The story explains the causes of the incident during that fateful deployment. Its protagonist is a developer, an unknown developer, working in a makeshift office set up in his living room.
The developer works remotely and holds meetings with colleagues in other parts of Europe. He is proactive and responsible, and he enjoys his work, so he works diligently. And he drinks coffee.
“You have to stay active” his grandfather would tell him when they went hunting wild boar on the family estate over the weekends. He’d take out his steaming thermos of coffee and offer it to his grandson, who years later would specialize in software development and leave wild boar hunting behind.
The developer doesn’t have time to go down to a coffee shop. Instead, he goes to the kitchen and prepares coffee with his Italian stovetop coffee maker. He types a bit of code until he hears the coffee brewing.
The most important thing is to have a saucer for the coffee cup. With one hand, you hold the saucer, and with the other, the cup. That’s how coffee is drunk. You lift the cup lovingly and bring it to your lips. The lips should touch the coffee, which may cause a drop to escape and fall, potentially staining the floor tile. That’s where the saucer comes in; the drops rest there.
And so, calmly, in a state that could last all day, you can gaze out the window while sipping coffee and observing things. But one must stay active.
The developer’s next task was due shortly. The meeting topic was the production deployment of the new web app. He needed to update the configuration, nothing out of the ordinary for deployments.
The developer had everything ready: the portal was open, the chat session was active, and his inbox was clear, awaiting any message or issue that might arise. His chair was properly centered, with his back comfortably reclined, and the coffee next to the keyboard, within reach.
It was a sunny Friday. And then the time for deployment arrived—12:00 p.m. Just when the sun was at its peak.
The developer entered the command in the terminal. Everything was fine, according to the machine. Everything was fine, according to the chat statuses. Everything was fine, according to the emails.
The developer extended his arm as if reaching for a flower, picked up his coffee cup, and brought it to smiling lips. “All good,” he said to himself.
Then it happened. According to the documentation, Friday's earthquake was mild. Without specifying the magnitude, it notes this as the cause of the failed deployment.
When the ground moved beneath him, the developer was startled. There had never been an earthquake in his neighborhood. The lamps swung, some glasses fell, and the developer spilled his coffee outside the saucer. Clumsily, the developer tabbed on his keyboard and accessed the delete command. This is how the entire project repository and content were erased.
This last detail isn’t in the project documentation, but I managed to include it here thanks to a pull request review where the developer admitted to his mishap.
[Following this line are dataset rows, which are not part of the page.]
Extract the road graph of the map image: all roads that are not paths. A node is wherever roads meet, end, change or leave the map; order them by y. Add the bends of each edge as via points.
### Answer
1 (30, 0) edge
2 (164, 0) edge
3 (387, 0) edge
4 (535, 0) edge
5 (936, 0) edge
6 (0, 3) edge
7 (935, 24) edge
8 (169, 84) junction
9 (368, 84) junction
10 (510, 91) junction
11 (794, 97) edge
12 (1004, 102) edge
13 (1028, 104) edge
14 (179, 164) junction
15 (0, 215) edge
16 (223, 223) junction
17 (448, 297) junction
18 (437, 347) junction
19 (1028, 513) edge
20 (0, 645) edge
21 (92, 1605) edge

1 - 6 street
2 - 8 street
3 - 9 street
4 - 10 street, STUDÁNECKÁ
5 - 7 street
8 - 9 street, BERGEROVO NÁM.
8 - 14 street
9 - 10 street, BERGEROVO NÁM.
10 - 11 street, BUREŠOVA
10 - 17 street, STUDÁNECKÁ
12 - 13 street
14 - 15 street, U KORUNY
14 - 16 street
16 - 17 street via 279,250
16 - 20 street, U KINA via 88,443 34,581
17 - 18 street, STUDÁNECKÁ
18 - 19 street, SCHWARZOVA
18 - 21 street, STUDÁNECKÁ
In any case, the deployment was a failure. The client couldn’t test their application, and the company lost that contract. Many users complained, left negative comments on social media, and advised other clients to end their negotiations with the company.
Then, the company went on its knees and explained they had chosen to deploy that Friday for the users' convenience, so the app would be ready for testing first thing Monday morning. The company truly cared about the users. Were they to blame for causing an earthquake?
The clients and users accepted this and gave the company a second chance. They’d reflect over the weekend; some would go boar hunting, others would go to the movies with their families. And they’d return on Monday morning to test the application, with loaded shotguns.